When a signal comes in, the G-protein swaps this bound GDP molecule for a related molecule known as GTP. This sets off a storm of signals inside the cell that make cells multiply. Shortly after, the G-protein transforms its GTP molecule back into a GDP molecule and turns off, silencing the intracellular pathways. GNAQ encodes the G-protein’s GTP (or GDP) binding part. When its sequence is altered, the GNAQ protein fails to release GTP. So the G-protein is always turned on – and so are the signals that push cells to grow.
Other cancer-linked genes that work in very similar ways include GNA11, BRAF, and NRAS. BRAF and NRAS are often mutated in other skin cancers.

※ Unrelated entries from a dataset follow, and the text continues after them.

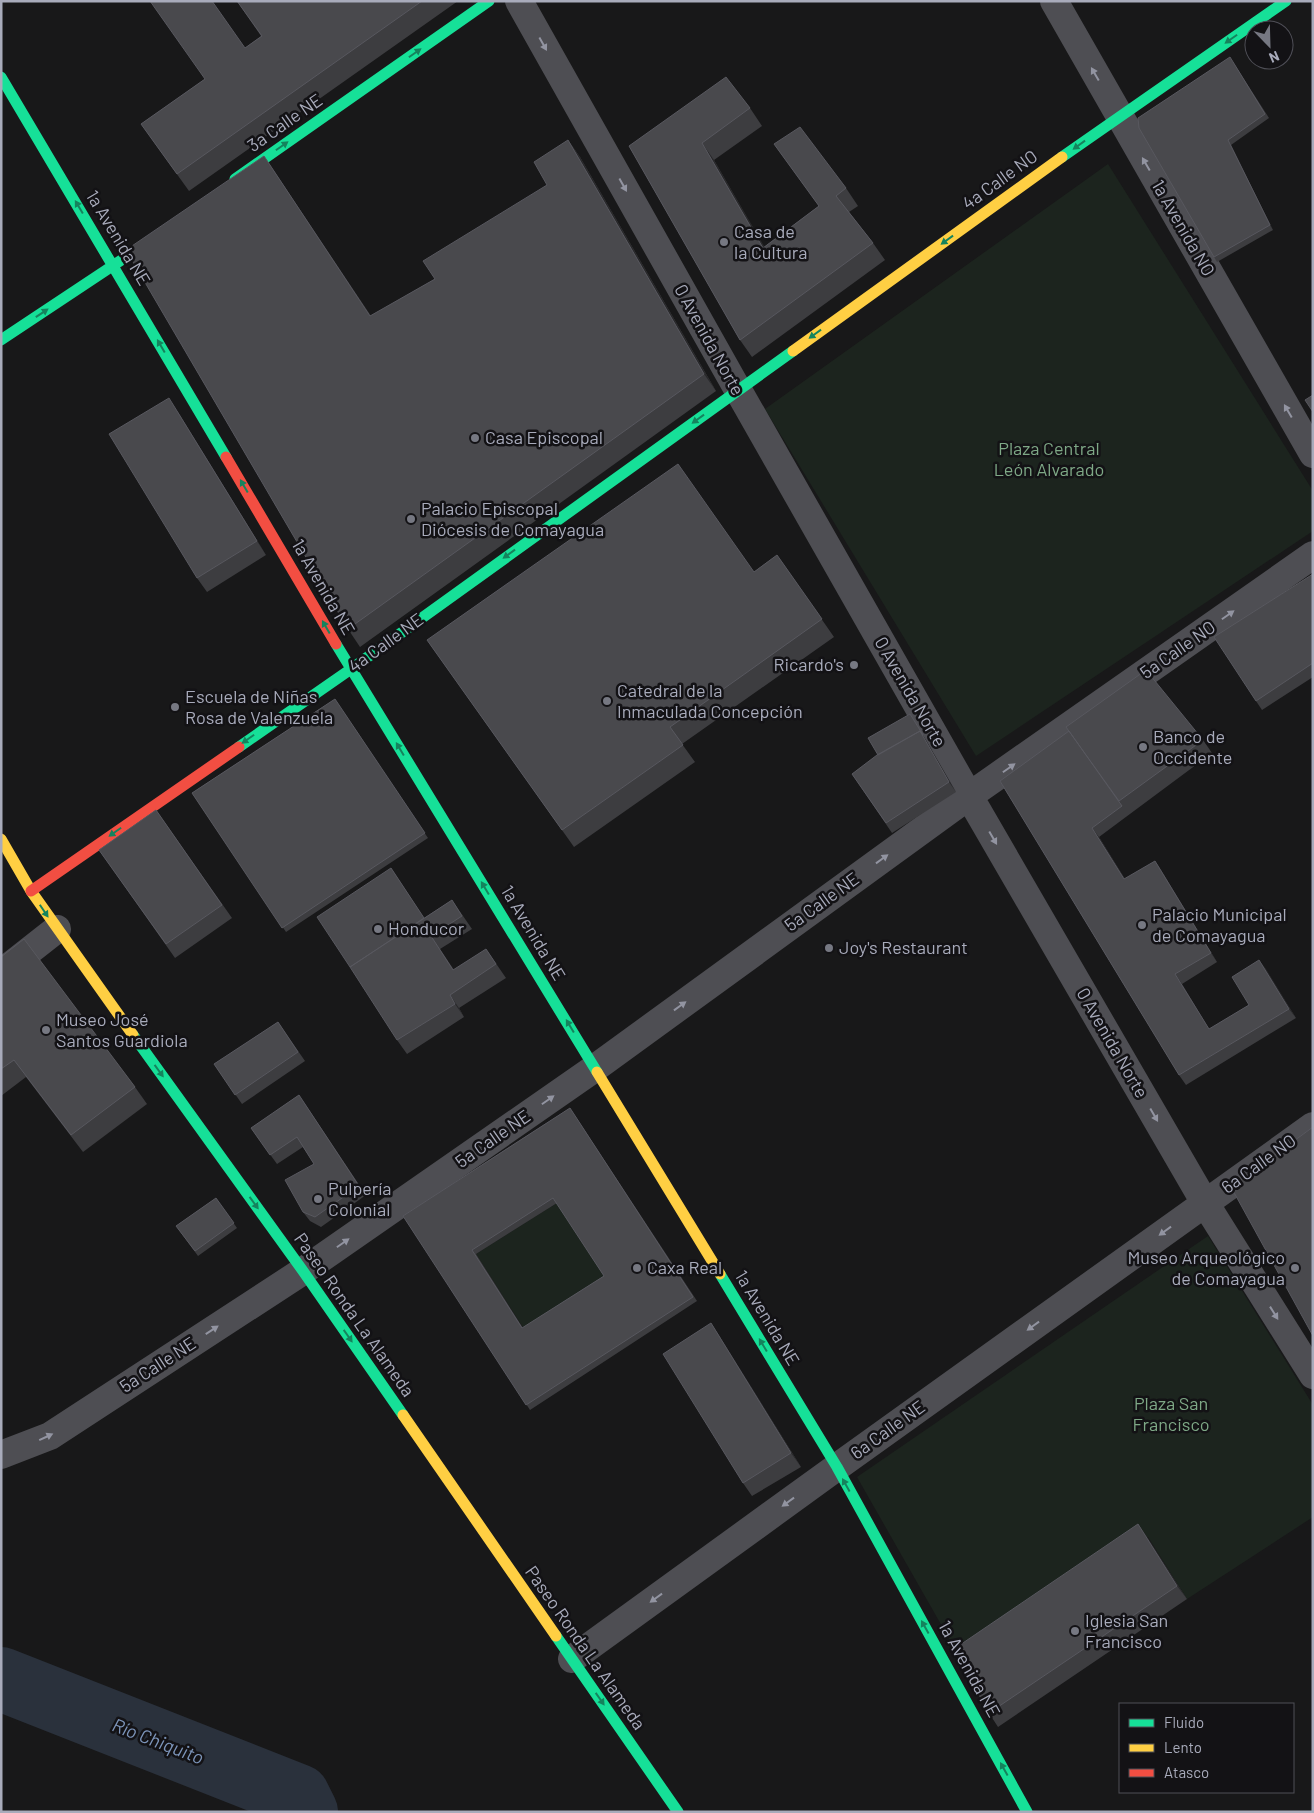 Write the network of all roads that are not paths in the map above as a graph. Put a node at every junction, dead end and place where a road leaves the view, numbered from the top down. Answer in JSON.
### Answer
{"nodes":[{"id":1,"x":489,"y":1,"type":"edge"},
{"id":2,"x":519,"y":1,"type":"edge"},
{"id":3,"x":1054,"y":1,"type":"edge"},
{"id":4,"x":1286,"y":1,"type":"edge"},
{"id":5,"x":1,"y":77,"type":"edge"},
{"id":6,"x":1119,"y":116,"type":"junction"},
{"id":7,"x":228,"y":185,"type":"edge"},
{"id":8,"x":138,"y":248,"type":"edge"},
{"id":9,"x":114,"y":265,"type":"junction"},
{"id":10,"x":1,"y":340,"type":"edge"},
{"id":11,"x":738,"y":390,"type":"junction"},
{"id":12,"x":1313,"y":454,"type":"edge"},
{"id":13,"x":1313,"y":555,"type":"edge"},
{"id":14,"x":351,"y":669,"type":"junction"},
{"id":15,"x":969,"y":796,"type":"junction"},
{"id":16,"x":1,"y":839,"type":"edge"},
{"id":17,"x":31,"y":891,"type":"junction"},
{"id":18,"x":57,"y":929,"type":"junction"},
{"id":19,"x":1,"y":973,"type":"edge"},
{"id":20,"x":595,"y":1068,"type":"junction"},
{"id":21,"x":1313,"y":1126,"type":"edge"},
{"id":22,"x":1205,"y":1203,"type":"junction"},
{"id":23,"x":303,"y":1271,"type":"junction"},
{"id":24,"x":1313,"y":1375,"type":"edge"},
{"id":25,"x":1,"y":1455,"type":"edge"},
{"id":26,"x":837,"y":1467,"type":"junction"},
{"id":27,"x":572,"y":1659,"type":"junction"},
{"id":28,"x":678,"y":1812,"type":"edge"},
{"id":29,"x":1027,"y":1812,"type":"edge"}],
"edges":[{"from":7,"to":1,"type":"street","name":"3a Calle NE","one_way":true},
{"from":2,"to":11,"type":"street","name":"0 Avenida Norte","one_way":true},
{"from":6,"to":3,"type":"street","name":"1a Avenida NO","one_way":true},
{"from":4,"to":6,"type":"street","name":"4a Calle NO","one_way":true},
{"from":9,"to":5,"type":"street","name":"1a Avenida NE","one_way":true},
{"from":6,"to":11,"type":"street","name":"4a Calle NO","one_way":true},
{"from":12,"to":6,"type":"street","name":"1a Avenida NO","one_way":true},
{"from":8,"to":9,"type":"street"},
{"from":10,"to":9,"type":"street","one_way":true},
{"from":14,"to":9,"type":"street","name":"1a Avenida NE","one_way":true},
{"from":11,"to":14,"type":"street","name":"4a Calle NE","one_way":true},
{"from":11,"to":15,"type":"street","name":"0 Avenida Norte"},
{"from":15,"to":13,"type":"street","name":"5a Calle NO","one_way":true},
{"from":14,"to":17,"type":"street","name":"4a Calle NE","one_way":true},
{"from":20,"to":14,"type":"street","name":"1a Avenida NE","one_way":true},
{"from":20,"to":15,"type":"street","name":"5a Calle NE","one_way":true},
{"from":15,"to":22,"type":"street","name":"0 Avenida Norte","one_way":true},
{"from":16,"to":17,"type":"street","name":"Paseo Ronda La Alameda"},
{"from":17,"to":18,"type":"street","name":"Paseo Ronda La Alameda","one_way":true},
{"from":18,"to":19,"type":"street"},
{"from":18,"to":23,"type":"street","name":"Paseo Ronda La Alameda","one_way":true},
{"from":23,"to":20,"type":"street","name":"5a Calle NE","one_way":true},
{"from":26,"to":20,"type":"street","name":"1a Avenida NE","one_way":true},
{"from":21,"to":22,"type":"street","name":"6a Calle NO"},
{"from":22,"to":24,"type":"street","name":"0 Avenida Norte","one_way":true},
{"from":22,"to":26,"type":"street","name":"6a Calle NE","one_way":true},
{"from":25,"to":23,"type":"street","name":"5a Calle NE","one_way":true},
{"from":23,"to":27,"type":"street","name":"Paseo Ronda La Alameda","one_way":true},
{"from":26,"to":27,"type":"street","name":"6a Calle NE","one_way":true},
{"from":29,"to":26,"type":"street","name":"1a Avenida NE","one_way":true},
{"from":27,"to":28,"type":"street","name":"Paseo Ronda La Alameda","one_way":true}]} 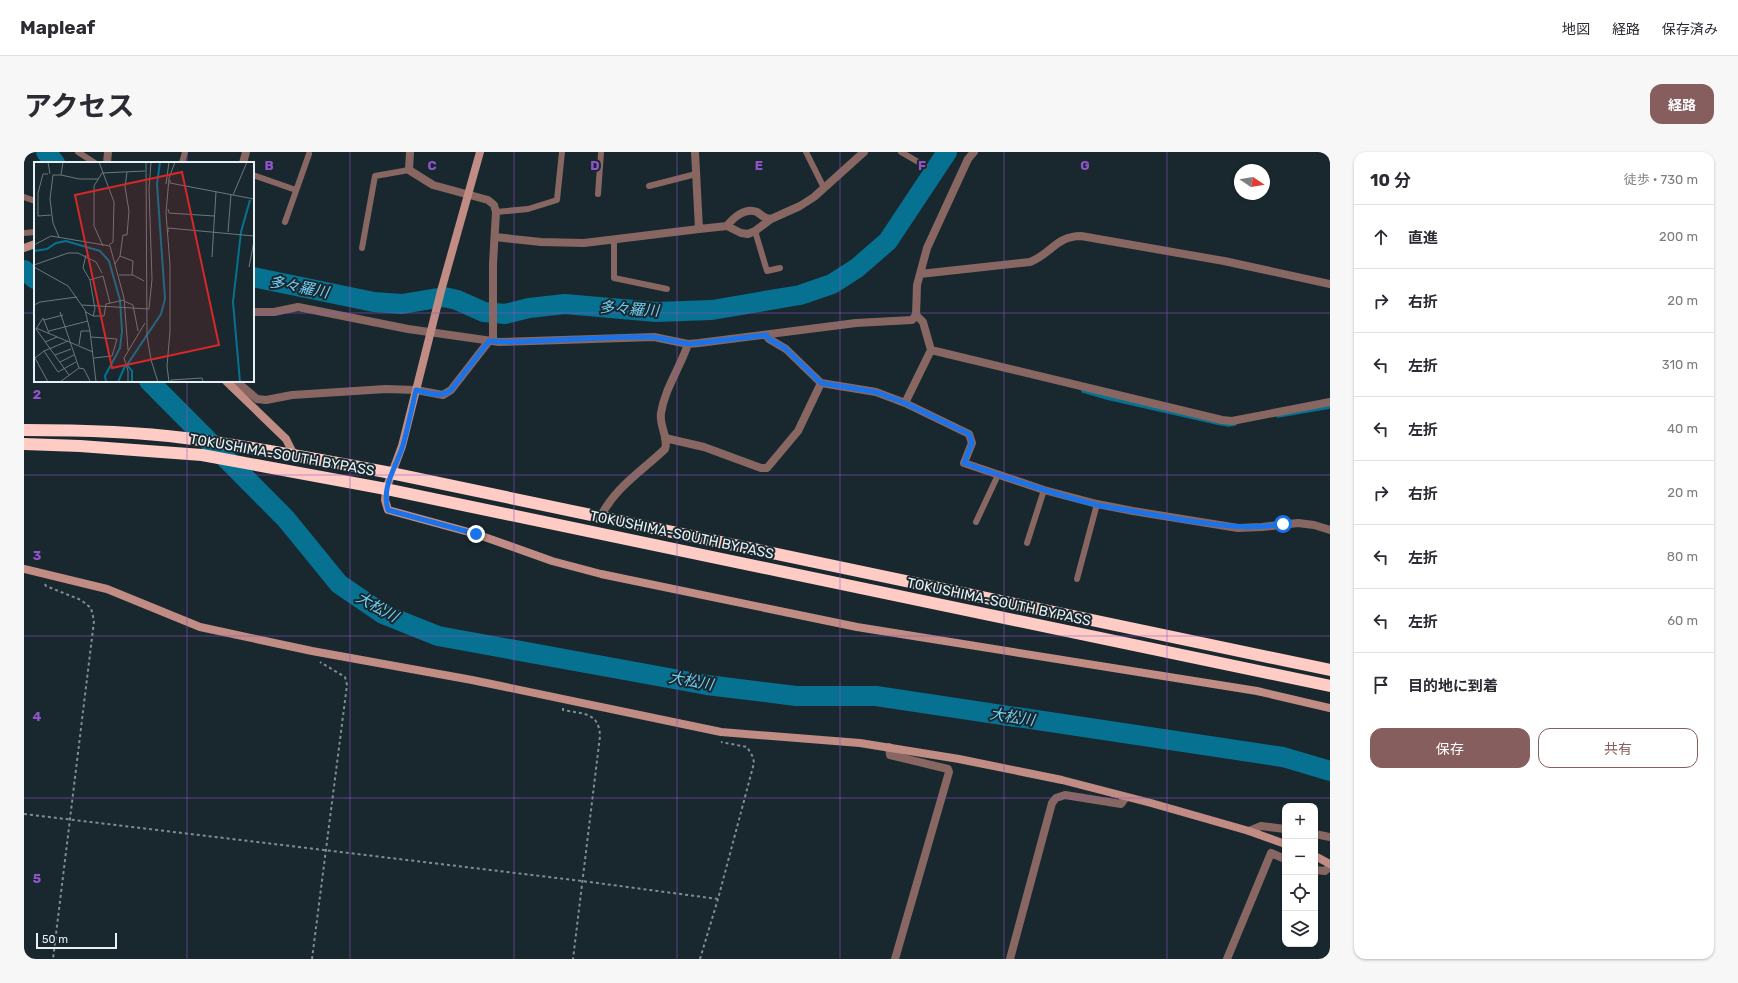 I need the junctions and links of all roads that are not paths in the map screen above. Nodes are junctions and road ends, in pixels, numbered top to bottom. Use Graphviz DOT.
graph roads {
  1 [pos="78,152"];
  2 [pos="108,152"];
  3 [pos="185,152"];
  4 [pos="246,152"];
  5 [pos="410,152"];
  6 [pos="480,152"];
  7 [pos="562,152"];
  8 [pos="599,152"];
  9 [pos="695,152"];
  10 [pos="806,152"];
  11 [pos="864,152"];
  12 [pos="901,152"];
  13 [pos="974,152"];
  14 [pos="309,154"];
  15 [pos="93,162"];
  16 [pos="107,162"];
  17 [pos="182,162"];
  18 [pos="243,162"];
  19 [pos="925,166"];
  20 [pos="408,170"];
  21 [pos="696,174"];
  22 [pos="254,175"];
  23 [pos="649,186"];
  24 [pos="824,188"];
  25 [pos="296,190"];
  26 [pos="467,194"];
  27 [pos="598,194"];
  28 [pos="24,197"];
  29 [pos="34,201"];
  30 [pos="496,212"];
  31 [pos="771,219"];
  32 [pos="285,222"];
  33 [pos="727,226"];
  34 [pos="699,229"];
  35 [pos="755,231"];
  36 [pos="495,237"];
  37 [pos="614,240"];
  38 [pos="34,244"];
  39 [pos="24,248"];
  40 [pos="362,248"];
  41 [pos="780,268"];
  42 [pos="920,274"];
  43 [pos="1330,284"];
  44 [pos="667,289"];
  45 [pos="254,312"];
  46 [pos="916,314"];
  47 [pos="431,333"];
  48 [pos="766,335"];
  49 [pos="491,341"];
  50 [pos="688,344"];
  51 [pos="931,350"];
  52 [pos="821,383"];
  53 [pos="229,384"];
  54 [pos="416,390"];
  55 [pos="1330,402"];
  56 [pos="905,403"];
  57 [pos="24,430"];
  58 [pos="665,438"];
  59 [pos="24,444"];
  60 [pos="289,454"];
  61 [pos="391,473"];
  62 [pos="998,475"];
  63 [pos="386,489"];
  64 [pos="1044,490"];
  65 [pos="1097,504"];
  66 [pos="600,518"];
  67 [pos="976,522"];
  68 [pos="1330,530"];
  69 [pos="1027,543"];
  70 [pos="24,569"];
  71 [pos="1077,579"];
  72 [pos="1330,670"];
  73 [pos="1330,686"];
  74 [pos="1330,708"];
  75 [pos="889,747"];
  76 [pos="1126,797"];
  77 [pos="1282,829"];
  78 [pos="1249,831"];
  79 [pos="1318,835"];
  80 [pos="1330,837"];
  81 [pos="1282,843"];
  82 [pos="1282,858"];
  83 [pos="1318,858"];
  84 [pos="1330,865"];
  85 [pos="1318,870"];
  86 [pos="895,959"];
  87 [pos="1010,959"];
  88 [pos="1227,959"];
  1 -- 15 [label="lane"];
  2 -- 16 [label="street"];
  3 -- 17 [label="lane"];
  4 -- 18 [label="street"];
  5 -- 20 [label="street"];
  6 -- 26 [label="street"];
  7 -- 30 [label="lane"];
  8 -- 27 [label="lane"];
  9 -- 21 [label="street"];
  10 -- 24 [label="lane"];
  11 -- 24 [label="street"];
  12 -- 19 [label="lane"];
  13 -- 42 [label="street"];
  14 -- 25 [label="lane"];
  20 -- 26 [label="street"];
  20 -- 40 [label="lane"];
  21 -- 23 [label="lane"];
  21 -- 34 [label="street"];
  22 -- 25 [label="lane"];
  24 -- 31 [label="street"];
  25 -- 32 [label="lane"];
  26 -- 30 [label="street"];
  26 -- 47 [label="street"];
  28 -- 29 [label="lane"];
  30 -- 36 [label="street"];
  31 -- 33 [label="street"];
  31 -- 35 [label="street"];
  33 -- 34 [label="street"];
  33 -- 35 [label="street"];
  34 -- 37 [label="street"];
  35 -- 41 [label="lane"];
  36 -- 37 [label="street"];
  36 -- 49 [label="street"];
  37 -- 44 [label="lane"];
  38 -- 39 [label="street"];
  42 -- 43 [label="street"];
  42 -- 46 [label="street"];
  45 -- 47 [label="street"];
  46 -- 48 [label="street"];
  46 -- 51 [label="street"];
  47 -- 49 [label="street"];
  47 -- 54 [label="street"];
  48 -- 50 [label="street"];
  48 -- 52 [label="street"];
  49 -- 50 [label="street"];
  49 -- 54 [label="street"];
  50 -- 58 [label="street"];
  51 -- 55 [label="street"];
  51 -- 56 [label="street"];
  52 -- 56 [label="street"];
  52 -- 58 [label="street"];
  53 -- 54 [label="street"];
  53 -- 60 [label="street"];
  54 -- 61 [label="street"];
  56 -- 62 [label="street"];
  57 -- 60 [label="highway, TOKUSHIMA-SOUTH BYPASS"];
  58 -- 66 [label="street"];
  59 -- 63 [label="highway, TOKUSHIMA-SOUTH BYPASS"];
  60 -- 61 [label="highway, TOKUSHIMA-SOUTH BYPASS"];
  61 -- 63 [label="street"];
  61 -- 66 [label="highway, TOKUSHIMA-SOUTH BYPASS"];
  62 -- 64 [label="street"];
  62 -- 67 [label="lane"];
  63 -- 73 [label="highway, TOKUSHIMA-SOUTH BYPASS"];
  63 -- 74 [label="street"];
  64 -- 65 [label="street"];
  64 -- 69 [label="lane"];
  65 -- 68 [label="street"];
  65 -- 71 [label="lane"];
  66 -- 72 [label="highway, TOKUSHIMA-SOUTH BYPASS"];
  70 -- 75 [label="street"];
  75 -- 76 [label="street"];
  75 -- 86 [label="street"];
  76 -- 78 [label="street"];
  76 -- 87 [label="street"];
  77 -- 78 [label="street"];
  78 -- 81 [label="street"];
  79 -- 80 [label="street"];
  82 -- 88 [label="street"];
  83 -- 84 [label="street"];
  84 -- 85 [label="street"];
} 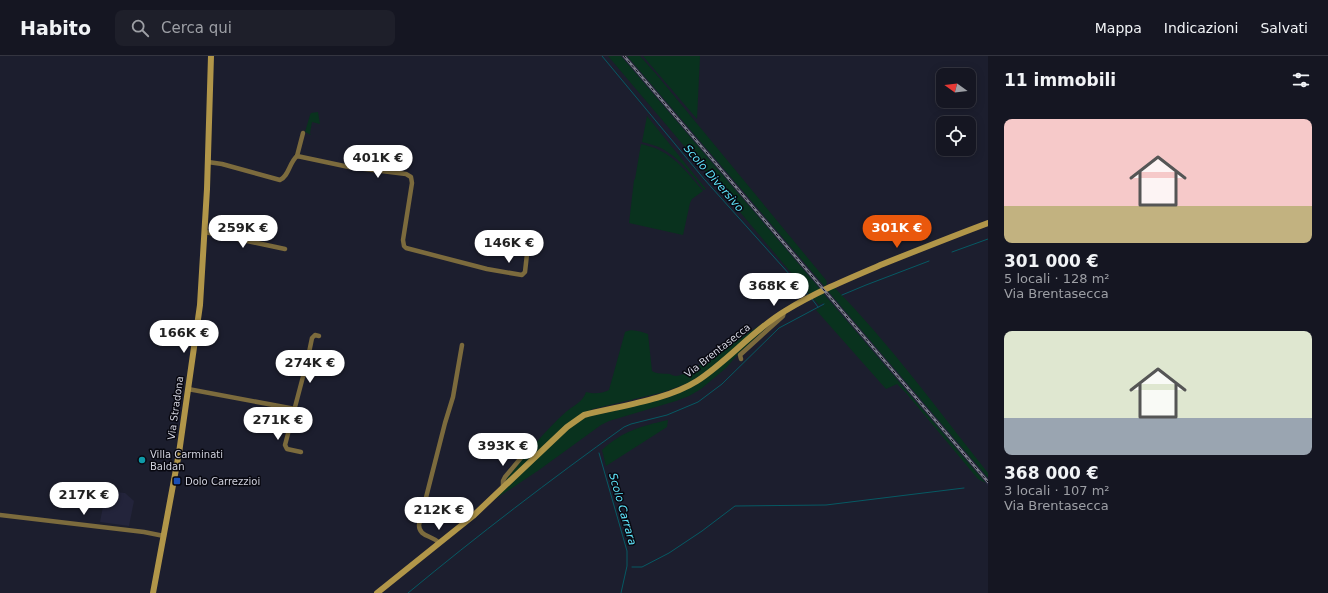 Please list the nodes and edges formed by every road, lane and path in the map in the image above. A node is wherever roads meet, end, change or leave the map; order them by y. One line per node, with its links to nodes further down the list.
1 (211, 56): 4 (street, Via Stradona)
2 (304, 133): 3 (street)
3 (297, 156): 4 (street); 8 (street)
4 (208, 162): 6 (street, Via Stradona)
5 (988, 223): 9 (street, Via Brentasecca)
6 (205, 232): 7 (street); 15 (street, Via Stradona)
7 (285, 249)
8 (527, 254)
9 (785, 311): 12 (street); 19 (street, Via Brentasecca)
10 (319, 336): 13 (street)
11 (462, 345): 22 (street)
12 (742, 359)
13 (306, 367): 14 (street); 16 (street)
14 (332, 372)
15 (188, 389): 16 (street); 21 (street, Via Stradona)
16 (295, 409): 17 (street)
17 (301, 452)
18 (525, 453): 19 (street)
19 (503, 488): 22 (street, Via Brentasecca)
20 (0, 515): 21 (street)
21 (164, 536): 23 (street, Via Stradona)
22 (439, 543): 24 (street, Via Brentasecca)
23 (153, 593)
24 (377, 593)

But unlike these genes, which can wreak havoc in many different tissues, GNAQ mutations are most common in tumors of the uveal layer, and particularly so in tumors of the ciliary body and choroid. Since the iris is exposed to sunlight, iris cells can also acquire UV-light triggered mutations. Mutations in GNAQ seem to arise regardless of whether cells have encountered damaging radiation.
Apart from uveal melanomas, GNAQ has only been implicated in a few other cancers, such as primary melanocytic neoplasms of the central nervous system, and one instance of mucosal melanoma. Even in the eye, simply having a GNAQ mutation does not mean a cell will turn cancerous. A few more cellular steps usually lie between a harmless cluster of colored cells and a dangerous melanoma – but for now, they’re a mystery.
What scientists know is that GNAQ or GNA11 mutations occur very early in the formation of a uveal melanoma. But these proteins have little impact on the size of a tumor, whether it can metastasize, or how it will respond to treatment. At present, there are no drugs that can turn the mutated form of GNAQ off. However, many kinds of therapy can correct the faulty cellular cascades that a mutant GNAQ triggers. These downstream effects – unlike GNAQ mutations – are surprisingly common across a breadth of cancers.
Rather than targeting GNAQ itself, therapies for metastatic uveal melanoma can be aimed at the proliferation-signaling pathways it triggers inside cells. Selumetinib and trametinib (marketed as Mekinist), drugs which target the MEK pathway (which includes GNAQ), are some therapies currently in clinical trials. Others include vorinostat, which targets a gene known to increase risk of metastasis. Preclinical studies also suggest that verteporfin (marketed as Visudyne), which inhibits the activity of YAP – another of GNAQ’s targets – may prove effective in treating metastasized melanomas.
Despite being so common, GNAQ mutations in uveal melanoma still say little about the prognosis or treatment options for this type of cancer. However, knowing the GNAQ status of a tumor may help clinicians identify the origin of a cancer. Someday, this could also lead to better ways to target cancers that carry a mutated GNAQ gene.